> _The data_
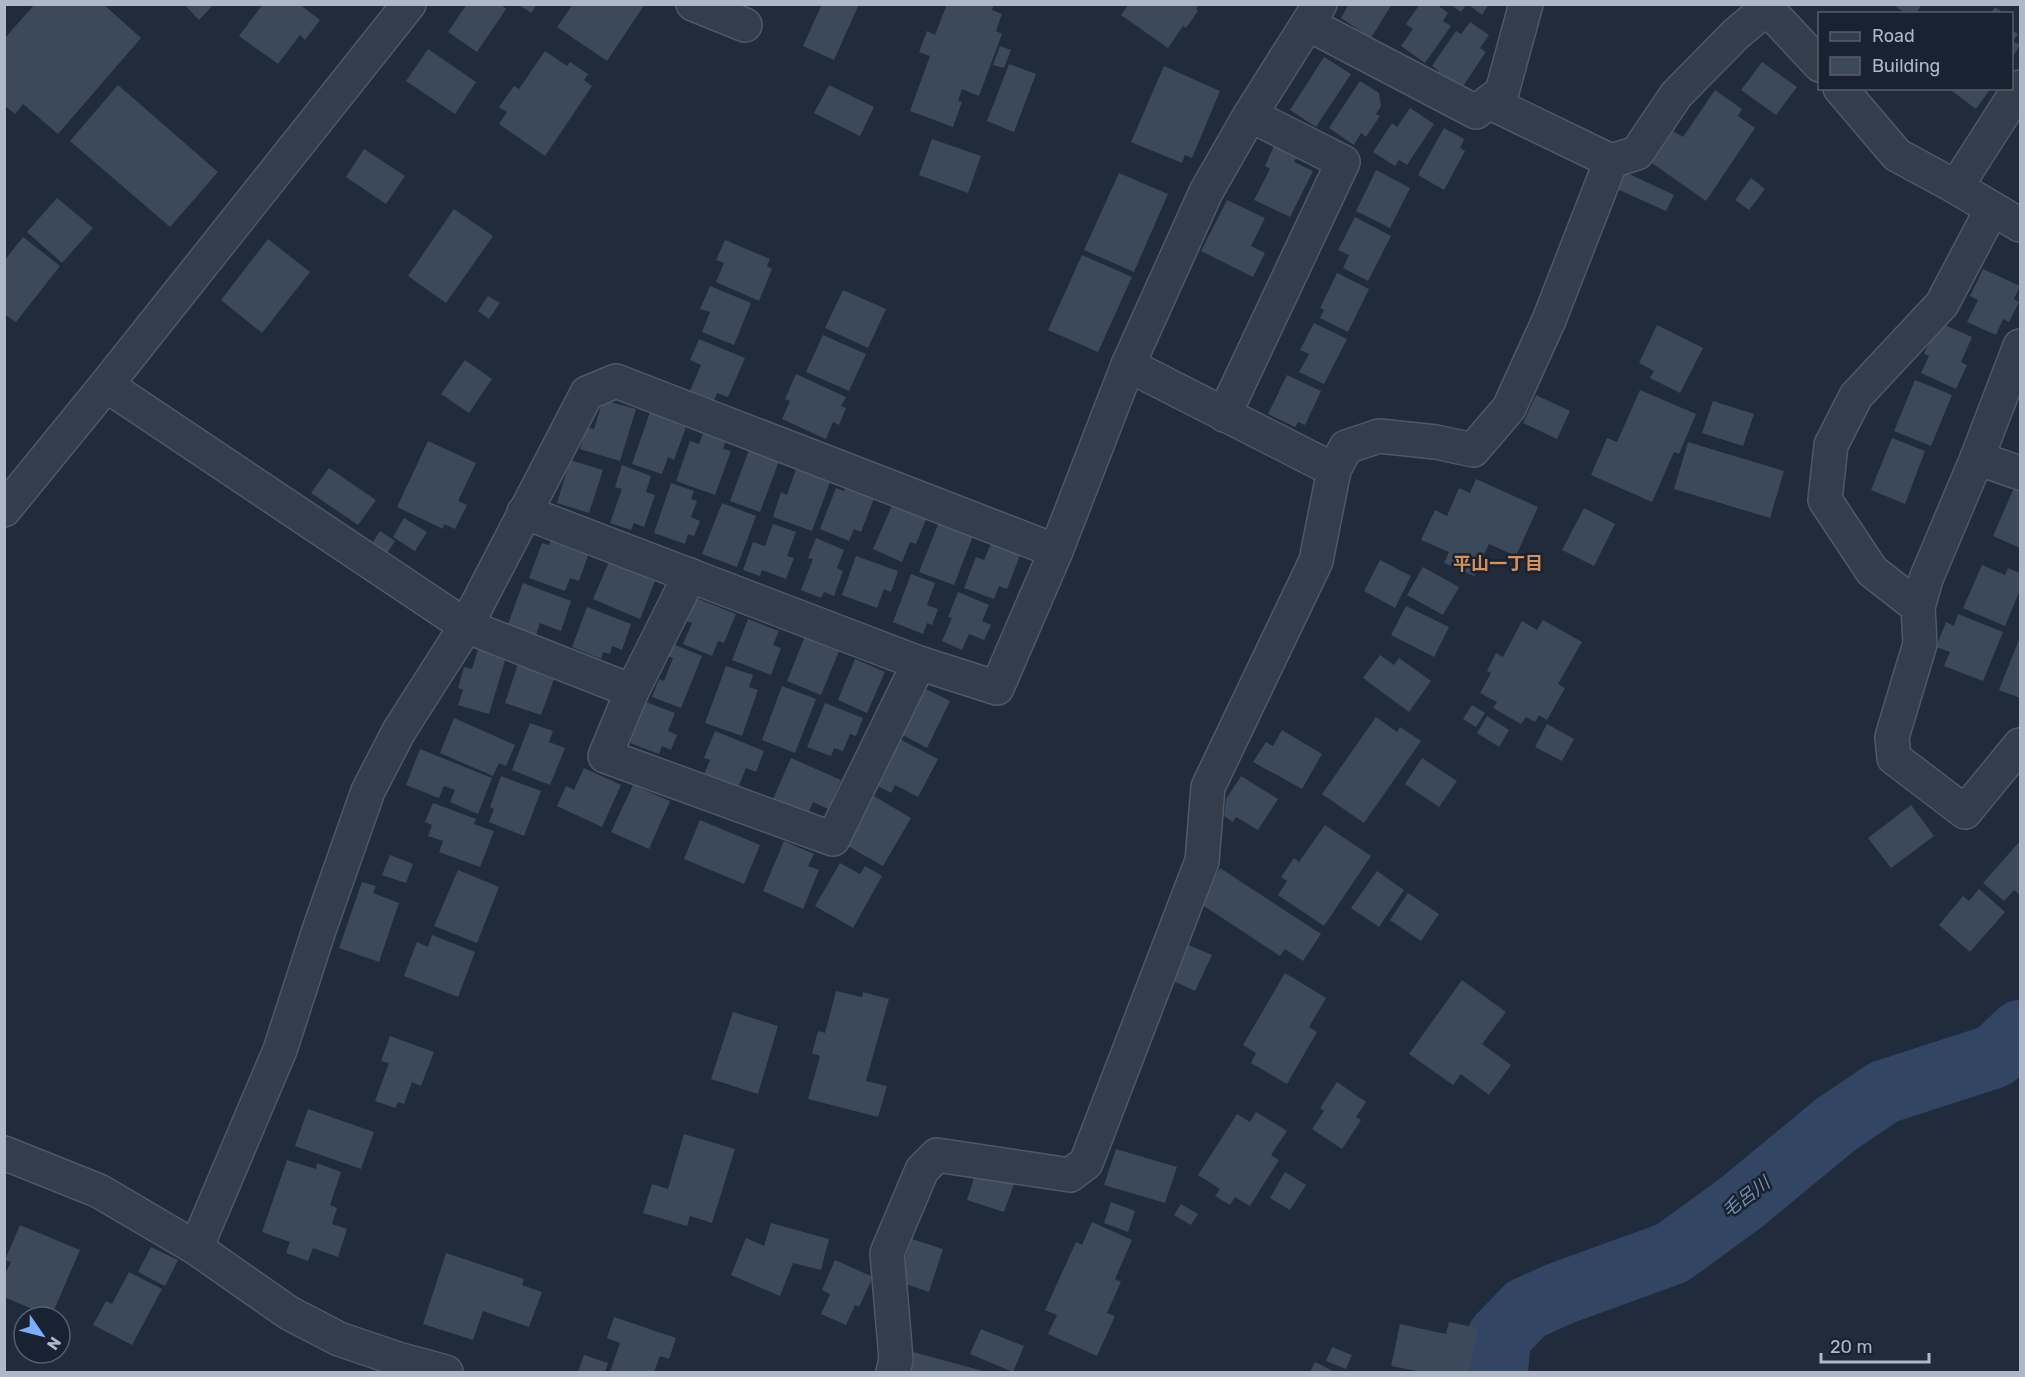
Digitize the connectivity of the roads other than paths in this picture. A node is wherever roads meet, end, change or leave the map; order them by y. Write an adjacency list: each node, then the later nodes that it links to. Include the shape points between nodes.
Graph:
1 (409, 4): 18 (street)
2 (693, 4): 6 (street)
3 (1526, 4): 10 (street, via 1502,92)
4 (1765, 7): 7 (street); 12 (street, via 1676,95 1637,153)
5 (1314, 14): 10 (street, via 1476,112); 11 (street)
6 (745, 25)
7 (1818, 63)
8 (2020, 87): 13 (street)
9 (1842, 90): 13 (street, via 1897,155)
10 (1489, 102): 12 (street)
11 (1250, 116): 17 (street, via 1206,192); 19 (street, via 1343,162)
12 (1611, 161): 21 (street, via 1549,320 1509,408 1473,450 1379,436 1347,447)
13 (1956, 187): 14 (street)
14 (1992, 208): 15 (street); 27 (street, via 1942,304 1856,396 1831,445 1826,500 1872,571)
15 (2020, 225)
16 (2020, 346): 20 (street)
17 (1128, 364): 19 (street); 25 (street)
18 (106, 385): 23 (street); 28 (street)
19 (1224, 415): 21 (street)
20 (1977, 458): 22 (street); 27 (street)
21 (1334, 470): 35 (street, via 1316,561 1208,787 1202,861 1086,1163 1070,1175 938,1155 921,1170 887,1253)
22 (2020, 473)
23 (4, 510)
24 (524, 512): 25 (street, via 587,393 616,381); 26 (street); 28 (street)
25 (1056, 551): 29 (street, via 997,688)
26 (690, 575): 29 (street); 30 (street)
27 (1918, 607): 31 (street, via 1920,644 1892,737 1894,758 1965,813)
28 (466, 626): 30 (street); 33 (street, via 399,731 368,791 280,1050)
29 (919, 663): 30 (street, via 833,839 605,756)
30 (632, 691)
31 (2020, 745)
32 (4, 1153): 33 (street, via 99,1191)
33 (196, 1248): 34 (street, via 289,1313 339,1339)
34 (446, 1372)
35 (894, 1372)

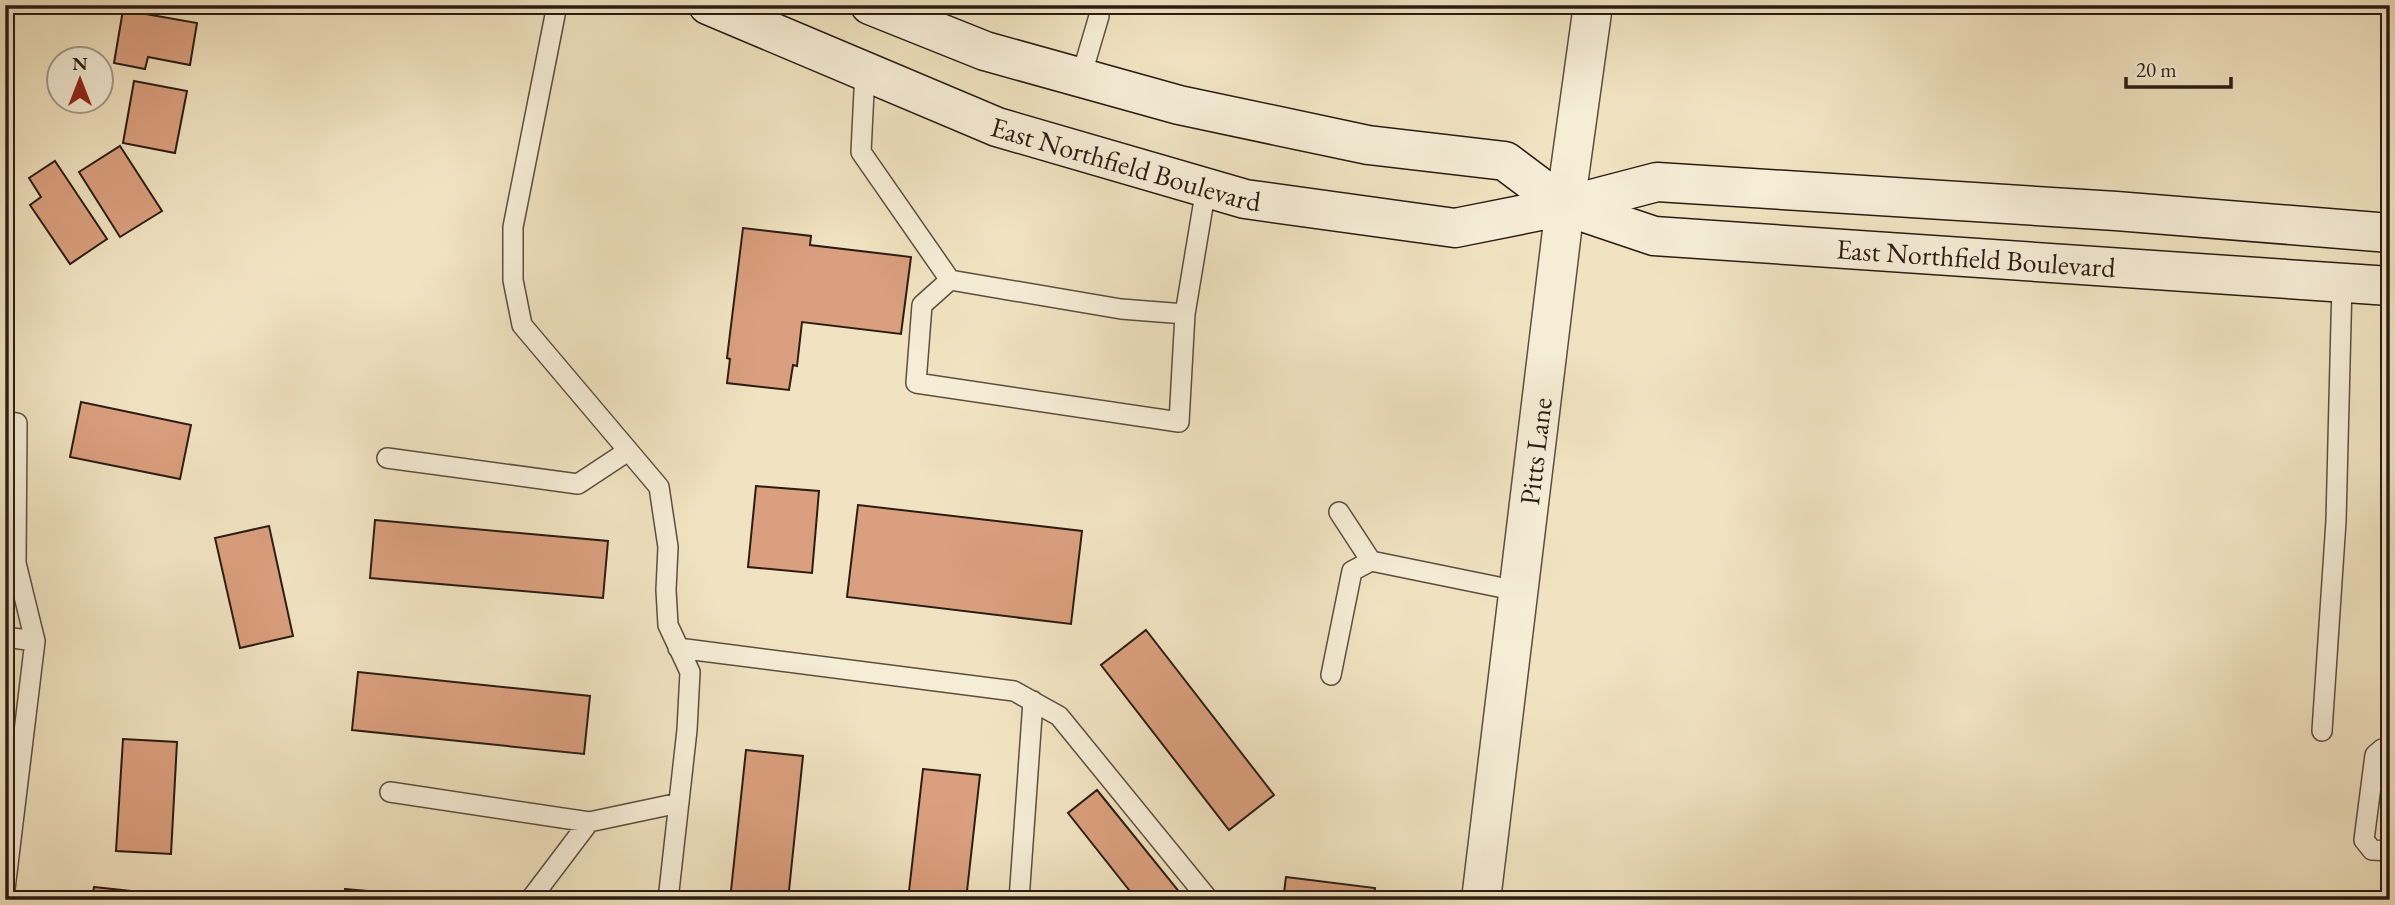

> _Problem details_
Print all of the entries word for word. Omit the pictures they contain.

> _Result_
Digitize the connectivity of the roads other than paths in this picture. A node is wherever roads meet, end, change or leave the map; order them by y. Write an adjacency list: each node, then the later nodes that it links to. Include the shape points between nodes.
Graph:
1 (409, 4): 18 (street)
2 (693, 4): 6 (street)
3 (1526, 4): 10 (street, via 1502,92)
4 (1765, 7): 7 (street); 12 (street, via 1676,95 1637,153)
5 (1314, 14): 10 (street, via 1476,112); 11 (street)
6 (745, 25)
7 (1818, 63)
8 (2020, 87): 13 (street)
9 (1842, 90): 13 (street, via 1897,155)
10 (1489, 102): 12 (street)
11 (1250, 116): 17 (street, via 1206,192); 19 (street, via 1343,162)
12 (1611, 161): 21 (street, via 1549,320 1509,408 1473,450 1379,436 1347,447)
13 (1956, 187): 14 (street)
14 (1992, 208): 15 (street); 27 (street, via 1942,304 1856,396 1831,445 1826,500 1872,571)
15 (2020, 225)
16 (2020, 346): 20 (street)
17 (1128, 364): 19 (street); 25 (street)
18 (106, 385): 23 (street); 28 (street)
19 (1224, 415): 21 (street)
20 (1977, 458): 22 (street); 27 (street)
21 (1334, 470): 35 (street, via 1316,561 1208,787 1202,861 1086,1163 1070,1175 938,1155 921,1170 887,1253)
22 (2020, 473)
23 (4, 510)
24 (524, 512): 25 (street, via 587,393 616,381); 26 (street); 28 (street)
25 (1056, 551): 29 (street, via 997,688)
26 (690, 575): 29 (street); 30 (street)
27 (1918, 607): 31 (street, via 1920,644 1892,737 1894,758 1965,813)
28 (466, 626): 30 (street); 33 (street, via 399,731 368,791 280,1050)
29 (919, 663): 30 (street, via 833,839 605,756)
30 (632, 691)
31 (2020, 745)
32 (4, 1153): 33 (street, via 99,1191)
33 (196, 1248): 34 (street, via 289,1313 339,1339)
34 (446, 1372)
35 (894, 1372)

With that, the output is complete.